In Teal Organizations, rather than go around defining objectives and dictating which direction we should go, the idea is that we learn to “let go” and listen to the Evolutionary Purpose and life wanting to be lived through us.
Very esoteric? You will see, it’s not so esoteric.
Three major breakthroughs of Teal Organizations
If we want to understand Teal Organizations, it is important to review three major breakthroughs of Teal consciousness as compared with previous-stage consciousness in organizations:
Teal organizations have found the key to operate effectively, even at a large scale, with a system based on peer relationships, without the need for either hierarchy or consensus.
Organizations have always been places that encourage people to show up with a narrow “professional” self and to set aside other parts of the self at the door. Rationality rules as king, while the emotional, intuitive, and spiritual parts of ourselves often feel unwelcome, out of place. Teal Organizations have developed a consistent set of practices that invite us to reclaim our inner wholeness and bring all of who we are to work.
Teal organizations are seen as having a life and a sense of direction of their own. Instead of trying to predict and control the future (such as with thousands of Gantt diagrams, projections, and operative annual plans), members of the organization are invited to listen in and understand what the organization wants to become, what purpose it wants to serve. It is a process of constant discovery and observation of the environment and how the organization interacts with that environment.
Each of these breakthroughs manifests itself through a number of concrete, day-to-day practices that depart—sometimes subtly, sometimes radically—from traditionally-accepted management methods.
“That is the true genius of organizations: they can lift groups of people to punch above their weight, to achieve outcomes they could not have achieved on their own.” -Frederic Laloux, Reinventing Organizations
Autonomy and Creativity in Organizations
During my teenage years I was part of an ecumenical youth organization in my country, Costa Rica. Thinking about it now in retrospect, their structure was very interesting and a little Teal: small groups in neighborhoods, organized as stand-alone units, with unit leaders and participants (between 15 to 30 people in total), making their own decisions every week (what topics to address, what activities to do, how to handle conflicts), but at the same time following a common vision. In addition, they were supported by a structure of more-experienced advisors who helped them.
For some of my fellow leaders and advisers at the time, the group’s main problem (the reason why it didn’t grow more) was one: too much autonomy. There were many attempts to centralize decisions, and I don’t know if by today any of those efforts bore fruit.
For me autonomy was always the most fascinating thing about the movement: how these groups of young people could develop so many creative, innovative, and functional ideas, in an autonomous way, without much hierarchy, only sharing a common vision.
“This is the first major breakthrough of Teal Organizations: transcending the age-old problem of power inequality through structures and practices where no one holds power over anyone else, and yet, paradoxically, the organization as a whole ends up being considerably more powerful.” -Frederic Laloux, Reinventing Organizations
We were all volunteers, and we managed to reach many young people in this way. Should we have reached more? I don’t know… this notion of constant and unlimited growth always has generated my doubts. A constant and unlimited growth sounds not very viable on a finite planet, like the one we share, right?

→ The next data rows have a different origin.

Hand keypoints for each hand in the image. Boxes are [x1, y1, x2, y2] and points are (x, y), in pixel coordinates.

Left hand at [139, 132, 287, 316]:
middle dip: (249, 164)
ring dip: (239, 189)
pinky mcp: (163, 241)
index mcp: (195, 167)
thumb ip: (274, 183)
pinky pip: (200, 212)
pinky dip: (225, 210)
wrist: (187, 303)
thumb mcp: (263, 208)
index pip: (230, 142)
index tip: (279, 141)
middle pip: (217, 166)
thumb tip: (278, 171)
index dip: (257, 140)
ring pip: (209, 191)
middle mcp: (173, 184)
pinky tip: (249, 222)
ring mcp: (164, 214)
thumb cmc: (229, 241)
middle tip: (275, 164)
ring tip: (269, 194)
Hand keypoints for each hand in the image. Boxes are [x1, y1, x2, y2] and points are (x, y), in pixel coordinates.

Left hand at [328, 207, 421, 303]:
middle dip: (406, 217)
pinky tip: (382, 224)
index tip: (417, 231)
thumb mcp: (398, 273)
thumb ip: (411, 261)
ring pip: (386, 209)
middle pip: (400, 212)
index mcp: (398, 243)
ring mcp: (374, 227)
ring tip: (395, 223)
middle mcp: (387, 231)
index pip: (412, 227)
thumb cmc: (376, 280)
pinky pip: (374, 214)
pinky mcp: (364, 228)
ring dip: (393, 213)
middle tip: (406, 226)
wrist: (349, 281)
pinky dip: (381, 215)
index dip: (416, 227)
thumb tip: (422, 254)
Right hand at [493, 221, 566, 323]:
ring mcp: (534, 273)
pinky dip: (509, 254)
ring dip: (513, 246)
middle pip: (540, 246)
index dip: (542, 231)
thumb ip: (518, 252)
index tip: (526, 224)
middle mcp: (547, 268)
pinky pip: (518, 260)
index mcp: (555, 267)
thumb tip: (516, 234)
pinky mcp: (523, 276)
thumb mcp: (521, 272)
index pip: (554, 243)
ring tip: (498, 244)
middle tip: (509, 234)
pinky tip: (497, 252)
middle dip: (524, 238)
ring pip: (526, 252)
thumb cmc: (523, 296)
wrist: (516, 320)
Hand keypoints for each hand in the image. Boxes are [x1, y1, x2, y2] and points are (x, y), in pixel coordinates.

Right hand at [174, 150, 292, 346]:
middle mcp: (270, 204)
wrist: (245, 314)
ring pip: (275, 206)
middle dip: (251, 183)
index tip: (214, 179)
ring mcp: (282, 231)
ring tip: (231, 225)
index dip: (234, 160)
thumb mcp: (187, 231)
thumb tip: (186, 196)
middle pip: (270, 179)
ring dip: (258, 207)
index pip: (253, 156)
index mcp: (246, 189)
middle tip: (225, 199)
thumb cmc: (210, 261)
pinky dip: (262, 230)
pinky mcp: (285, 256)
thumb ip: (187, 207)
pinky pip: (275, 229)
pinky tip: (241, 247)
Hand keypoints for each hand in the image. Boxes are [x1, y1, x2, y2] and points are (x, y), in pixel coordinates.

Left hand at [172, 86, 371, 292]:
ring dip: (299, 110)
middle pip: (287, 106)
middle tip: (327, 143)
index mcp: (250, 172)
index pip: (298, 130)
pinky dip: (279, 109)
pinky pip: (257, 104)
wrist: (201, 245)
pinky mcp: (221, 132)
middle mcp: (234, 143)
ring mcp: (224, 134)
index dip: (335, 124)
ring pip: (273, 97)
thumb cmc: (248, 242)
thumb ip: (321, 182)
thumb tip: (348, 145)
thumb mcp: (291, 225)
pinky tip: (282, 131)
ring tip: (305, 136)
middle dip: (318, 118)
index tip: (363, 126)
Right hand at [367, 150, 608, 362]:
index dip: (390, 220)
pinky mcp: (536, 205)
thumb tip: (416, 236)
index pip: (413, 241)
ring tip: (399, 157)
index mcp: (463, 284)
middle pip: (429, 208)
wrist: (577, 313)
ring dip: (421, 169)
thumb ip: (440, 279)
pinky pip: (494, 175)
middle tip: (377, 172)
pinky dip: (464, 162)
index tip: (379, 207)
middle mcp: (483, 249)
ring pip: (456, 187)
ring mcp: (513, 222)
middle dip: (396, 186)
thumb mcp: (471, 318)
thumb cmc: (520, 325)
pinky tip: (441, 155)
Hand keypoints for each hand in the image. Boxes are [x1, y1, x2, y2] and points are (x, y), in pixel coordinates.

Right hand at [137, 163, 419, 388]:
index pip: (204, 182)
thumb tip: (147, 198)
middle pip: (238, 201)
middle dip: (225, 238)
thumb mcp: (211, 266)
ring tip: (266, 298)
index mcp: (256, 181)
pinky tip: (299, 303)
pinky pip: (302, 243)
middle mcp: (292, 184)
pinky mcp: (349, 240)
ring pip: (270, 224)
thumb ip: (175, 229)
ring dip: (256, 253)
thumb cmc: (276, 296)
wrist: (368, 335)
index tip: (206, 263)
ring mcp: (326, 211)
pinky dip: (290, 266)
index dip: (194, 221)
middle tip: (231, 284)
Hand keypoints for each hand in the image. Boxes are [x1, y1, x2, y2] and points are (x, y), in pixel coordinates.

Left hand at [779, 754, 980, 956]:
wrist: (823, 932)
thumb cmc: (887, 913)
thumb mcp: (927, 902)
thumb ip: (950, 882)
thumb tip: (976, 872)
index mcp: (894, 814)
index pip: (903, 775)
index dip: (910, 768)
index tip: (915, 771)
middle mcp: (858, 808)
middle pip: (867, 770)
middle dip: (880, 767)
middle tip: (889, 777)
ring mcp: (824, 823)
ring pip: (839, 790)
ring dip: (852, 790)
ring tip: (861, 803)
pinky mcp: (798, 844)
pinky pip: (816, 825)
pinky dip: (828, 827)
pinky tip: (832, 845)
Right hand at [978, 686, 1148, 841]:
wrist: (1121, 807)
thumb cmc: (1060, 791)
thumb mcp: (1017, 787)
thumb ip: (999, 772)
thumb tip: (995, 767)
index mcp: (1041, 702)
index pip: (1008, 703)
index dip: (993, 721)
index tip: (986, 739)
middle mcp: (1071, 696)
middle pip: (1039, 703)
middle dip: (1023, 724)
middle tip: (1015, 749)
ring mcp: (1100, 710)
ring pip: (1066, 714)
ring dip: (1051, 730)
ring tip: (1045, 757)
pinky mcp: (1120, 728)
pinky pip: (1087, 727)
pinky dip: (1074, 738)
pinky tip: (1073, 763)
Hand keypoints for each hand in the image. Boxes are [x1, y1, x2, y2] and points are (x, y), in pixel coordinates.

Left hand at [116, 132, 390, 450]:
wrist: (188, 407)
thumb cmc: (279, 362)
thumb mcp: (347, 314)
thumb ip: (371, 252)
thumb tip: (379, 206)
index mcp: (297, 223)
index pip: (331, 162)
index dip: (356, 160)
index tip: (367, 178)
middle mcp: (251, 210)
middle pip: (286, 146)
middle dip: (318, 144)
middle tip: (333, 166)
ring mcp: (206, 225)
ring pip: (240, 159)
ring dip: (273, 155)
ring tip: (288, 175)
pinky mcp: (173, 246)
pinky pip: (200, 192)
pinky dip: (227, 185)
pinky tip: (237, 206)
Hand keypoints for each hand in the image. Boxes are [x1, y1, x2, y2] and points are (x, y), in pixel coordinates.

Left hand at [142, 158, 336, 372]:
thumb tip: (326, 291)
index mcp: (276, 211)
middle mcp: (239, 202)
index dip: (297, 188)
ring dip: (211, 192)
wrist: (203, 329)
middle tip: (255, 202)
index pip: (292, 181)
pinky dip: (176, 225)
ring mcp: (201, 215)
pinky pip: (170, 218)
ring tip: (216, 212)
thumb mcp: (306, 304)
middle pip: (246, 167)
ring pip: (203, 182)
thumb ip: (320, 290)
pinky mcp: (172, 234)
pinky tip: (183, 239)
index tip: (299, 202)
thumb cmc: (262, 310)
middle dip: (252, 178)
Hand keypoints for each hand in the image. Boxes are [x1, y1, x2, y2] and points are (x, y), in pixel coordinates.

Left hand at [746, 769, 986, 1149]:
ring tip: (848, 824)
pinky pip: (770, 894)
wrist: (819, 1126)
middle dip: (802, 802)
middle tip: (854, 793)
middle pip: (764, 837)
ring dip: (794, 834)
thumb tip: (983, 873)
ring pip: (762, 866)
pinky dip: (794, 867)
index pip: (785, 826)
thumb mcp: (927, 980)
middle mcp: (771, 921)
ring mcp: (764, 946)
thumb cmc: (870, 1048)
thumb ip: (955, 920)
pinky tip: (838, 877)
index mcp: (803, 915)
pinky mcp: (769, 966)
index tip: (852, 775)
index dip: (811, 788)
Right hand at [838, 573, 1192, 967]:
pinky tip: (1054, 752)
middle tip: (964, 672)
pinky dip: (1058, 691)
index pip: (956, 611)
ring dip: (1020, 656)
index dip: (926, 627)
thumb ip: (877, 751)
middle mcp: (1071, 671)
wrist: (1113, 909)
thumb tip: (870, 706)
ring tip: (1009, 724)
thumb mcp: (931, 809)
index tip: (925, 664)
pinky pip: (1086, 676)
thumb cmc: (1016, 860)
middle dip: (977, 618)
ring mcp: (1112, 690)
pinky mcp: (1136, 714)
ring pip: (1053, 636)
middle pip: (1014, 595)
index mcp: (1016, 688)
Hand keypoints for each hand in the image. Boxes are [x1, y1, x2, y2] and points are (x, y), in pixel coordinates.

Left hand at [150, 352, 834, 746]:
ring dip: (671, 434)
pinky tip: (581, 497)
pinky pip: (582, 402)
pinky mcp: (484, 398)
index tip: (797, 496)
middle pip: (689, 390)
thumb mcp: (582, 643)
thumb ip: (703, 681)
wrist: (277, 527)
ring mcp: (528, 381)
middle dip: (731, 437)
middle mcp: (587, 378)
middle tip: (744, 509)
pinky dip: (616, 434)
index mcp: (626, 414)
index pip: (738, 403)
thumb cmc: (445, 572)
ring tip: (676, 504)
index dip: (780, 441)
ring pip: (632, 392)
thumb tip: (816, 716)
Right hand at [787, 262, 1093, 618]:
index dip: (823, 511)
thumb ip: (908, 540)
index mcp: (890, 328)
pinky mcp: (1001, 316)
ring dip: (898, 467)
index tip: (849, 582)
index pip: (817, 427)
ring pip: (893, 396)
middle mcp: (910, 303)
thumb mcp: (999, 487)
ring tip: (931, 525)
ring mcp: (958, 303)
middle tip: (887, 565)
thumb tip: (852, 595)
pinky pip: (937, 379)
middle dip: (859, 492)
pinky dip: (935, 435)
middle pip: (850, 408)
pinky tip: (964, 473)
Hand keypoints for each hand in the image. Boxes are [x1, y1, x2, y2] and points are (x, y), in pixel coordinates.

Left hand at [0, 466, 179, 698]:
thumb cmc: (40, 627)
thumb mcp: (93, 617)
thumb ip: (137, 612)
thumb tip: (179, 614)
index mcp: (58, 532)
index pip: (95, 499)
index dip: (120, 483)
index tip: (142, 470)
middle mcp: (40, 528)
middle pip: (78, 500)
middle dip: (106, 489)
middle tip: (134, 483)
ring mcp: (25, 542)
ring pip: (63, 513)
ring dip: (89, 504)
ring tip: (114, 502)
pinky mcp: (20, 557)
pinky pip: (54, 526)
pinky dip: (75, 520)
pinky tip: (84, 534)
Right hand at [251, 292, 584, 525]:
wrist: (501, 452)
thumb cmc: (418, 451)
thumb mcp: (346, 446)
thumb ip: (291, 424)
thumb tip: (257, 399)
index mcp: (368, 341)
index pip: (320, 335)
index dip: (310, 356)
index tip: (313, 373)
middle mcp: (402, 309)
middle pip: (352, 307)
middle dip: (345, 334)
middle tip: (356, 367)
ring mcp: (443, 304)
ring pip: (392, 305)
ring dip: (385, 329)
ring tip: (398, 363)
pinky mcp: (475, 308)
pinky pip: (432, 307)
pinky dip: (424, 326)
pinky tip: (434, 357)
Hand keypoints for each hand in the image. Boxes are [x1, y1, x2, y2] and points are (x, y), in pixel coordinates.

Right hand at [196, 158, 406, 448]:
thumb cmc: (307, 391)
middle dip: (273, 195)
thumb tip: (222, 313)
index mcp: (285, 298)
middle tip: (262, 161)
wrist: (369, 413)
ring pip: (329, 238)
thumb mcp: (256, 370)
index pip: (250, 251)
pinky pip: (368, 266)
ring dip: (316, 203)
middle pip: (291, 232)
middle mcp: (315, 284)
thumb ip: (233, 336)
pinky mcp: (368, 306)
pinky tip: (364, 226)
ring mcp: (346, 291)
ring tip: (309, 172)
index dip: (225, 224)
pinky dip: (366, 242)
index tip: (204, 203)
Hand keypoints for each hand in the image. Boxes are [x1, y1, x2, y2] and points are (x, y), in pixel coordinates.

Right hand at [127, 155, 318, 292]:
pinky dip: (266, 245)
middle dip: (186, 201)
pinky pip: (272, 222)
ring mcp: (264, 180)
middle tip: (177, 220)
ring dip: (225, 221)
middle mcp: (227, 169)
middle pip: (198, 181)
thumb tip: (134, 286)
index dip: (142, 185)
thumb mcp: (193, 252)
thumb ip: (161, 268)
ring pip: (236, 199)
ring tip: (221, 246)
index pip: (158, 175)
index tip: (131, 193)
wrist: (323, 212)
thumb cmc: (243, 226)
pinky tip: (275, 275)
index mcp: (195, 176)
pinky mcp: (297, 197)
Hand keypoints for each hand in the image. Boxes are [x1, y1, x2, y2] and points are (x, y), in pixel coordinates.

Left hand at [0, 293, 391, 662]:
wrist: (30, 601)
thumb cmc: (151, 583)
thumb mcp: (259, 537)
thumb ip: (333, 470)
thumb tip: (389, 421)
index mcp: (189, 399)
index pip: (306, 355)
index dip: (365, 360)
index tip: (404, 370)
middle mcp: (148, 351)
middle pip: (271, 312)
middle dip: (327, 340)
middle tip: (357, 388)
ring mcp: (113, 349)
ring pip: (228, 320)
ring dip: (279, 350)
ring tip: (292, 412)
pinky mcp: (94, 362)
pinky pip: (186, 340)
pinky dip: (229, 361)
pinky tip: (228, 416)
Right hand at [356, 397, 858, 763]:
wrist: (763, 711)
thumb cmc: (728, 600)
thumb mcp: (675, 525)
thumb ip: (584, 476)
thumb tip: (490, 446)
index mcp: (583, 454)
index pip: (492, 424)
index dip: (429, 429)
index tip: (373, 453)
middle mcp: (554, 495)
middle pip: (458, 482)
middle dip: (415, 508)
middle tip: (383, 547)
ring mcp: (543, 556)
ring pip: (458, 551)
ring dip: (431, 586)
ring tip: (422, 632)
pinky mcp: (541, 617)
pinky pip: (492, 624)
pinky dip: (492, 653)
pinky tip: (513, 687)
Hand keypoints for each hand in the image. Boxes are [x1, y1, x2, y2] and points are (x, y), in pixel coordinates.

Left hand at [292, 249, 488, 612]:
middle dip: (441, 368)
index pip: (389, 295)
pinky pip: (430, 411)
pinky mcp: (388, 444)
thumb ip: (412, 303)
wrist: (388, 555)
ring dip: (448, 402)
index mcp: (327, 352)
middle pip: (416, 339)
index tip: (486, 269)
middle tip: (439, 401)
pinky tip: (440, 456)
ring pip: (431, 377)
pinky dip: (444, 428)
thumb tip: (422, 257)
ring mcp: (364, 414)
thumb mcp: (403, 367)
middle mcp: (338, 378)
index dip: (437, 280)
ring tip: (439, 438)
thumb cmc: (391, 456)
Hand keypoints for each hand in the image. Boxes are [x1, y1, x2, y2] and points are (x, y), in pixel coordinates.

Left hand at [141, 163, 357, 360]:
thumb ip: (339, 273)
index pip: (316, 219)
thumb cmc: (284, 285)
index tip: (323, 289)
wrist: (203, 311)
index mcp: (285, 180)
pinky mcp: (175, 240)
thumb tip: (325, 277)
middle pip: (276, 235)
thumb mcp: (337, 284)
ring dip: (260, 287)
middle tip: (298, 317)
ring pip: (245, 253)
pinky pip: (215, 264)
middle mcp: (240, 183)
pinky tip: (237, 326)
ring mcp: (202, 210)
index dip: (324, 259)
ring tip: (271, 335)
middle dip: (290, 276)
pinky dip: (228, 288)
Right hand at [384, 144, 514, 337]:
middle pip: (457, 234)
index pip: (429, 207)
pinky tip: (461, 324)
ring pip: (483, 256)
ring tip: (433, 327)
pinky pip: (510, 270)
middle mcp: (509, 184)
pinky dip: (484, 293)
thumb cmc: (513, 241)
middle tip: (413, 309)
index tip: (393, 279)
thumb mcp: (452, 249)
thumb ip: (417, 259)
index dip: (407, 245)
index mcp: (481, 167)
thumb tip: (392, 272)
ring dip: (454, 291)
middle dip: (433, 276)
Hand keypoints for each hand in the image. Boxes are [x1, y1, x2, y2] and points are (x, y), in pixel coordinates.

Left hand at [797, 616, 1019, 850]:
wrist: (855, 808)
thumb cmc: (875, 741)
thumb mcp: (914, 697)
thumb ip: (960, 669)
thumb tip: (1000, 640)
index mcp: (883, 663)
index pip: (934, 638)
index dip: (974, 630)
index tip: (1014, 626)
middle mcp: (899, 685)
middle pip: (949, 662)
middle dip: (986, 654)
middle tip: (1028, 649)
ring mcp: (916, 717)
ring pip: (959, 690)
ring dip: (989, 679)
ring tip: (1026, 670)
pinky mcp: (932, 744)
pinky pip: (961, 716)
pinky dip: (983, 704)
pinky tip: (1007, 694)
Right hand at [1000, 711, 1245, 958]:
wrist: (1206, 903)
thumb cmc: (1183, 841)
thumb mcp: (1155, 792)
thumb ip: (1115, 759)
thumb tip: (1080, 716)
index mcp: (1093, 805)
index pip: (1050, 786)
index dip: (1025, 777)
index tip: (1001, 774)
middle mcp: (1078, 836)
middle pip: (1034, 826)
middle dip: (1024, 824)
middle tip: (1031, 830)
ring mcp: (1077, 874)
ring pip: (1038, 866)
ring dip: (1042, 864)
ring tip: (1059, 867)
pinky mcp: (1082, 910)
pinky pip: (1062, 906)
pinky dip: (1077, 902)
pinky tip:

Organizations promoting sustainability… but being unsustainable?
Promoting sustainability without being sustainable is the biggest irony (and shame) of many organizations. And as I mentioned at the beginning, this is something that we wanted to avoid at all costs since Sustainability School started. But what does it mean to be a sustainable organization? Maybe in this case it is better if we say what characterizes an organization that is not sustainable.
From my point of view, an unsustainable organization is one that has, among others, the following characteristics (sadly, known and experienced by many of us):
Very strong hierarchies and highly-concentrated power at the top (no wonder why the idea of the pyramid is so commonly used). This is the famous bureaucratic entity, where no one can make decisions without having the approval of at least 10 people in the upper levels, with copies by triplicate, and little or no influence on the way things are done. Slow organizations, that suck the creativity and initiative of those who are at the base of the pyramid. And they lose a lot of talent.
Organizations highly focused on themselves and not so much on the environment. This is where things that must be addressed internally become overwhelming and consume all our time, so we don’t have space to observe what is happening outside. Being slow, these organizations also react slowly to changes in their environment—and usually forget they are part of a larger system.
High reliance on funding based on a single type of money (money created by debt, which is the type we all know and we explain here). This is especially true for medium-sized and small foundations, charities, and non-profit organizations, which depend mostly on donations and private sponsorship to survive. They dedicate a large part of their efforts to find funds to operate; sometimes this leads them to make alliances with private entities (which often implies adjustments in initiatives to fit the values and priorities of other organizations and not their own.) They cannot offer very competitive salaries to partners and almost never have the cash to operate, much less to invest in upgrading their equipment or their initiatives.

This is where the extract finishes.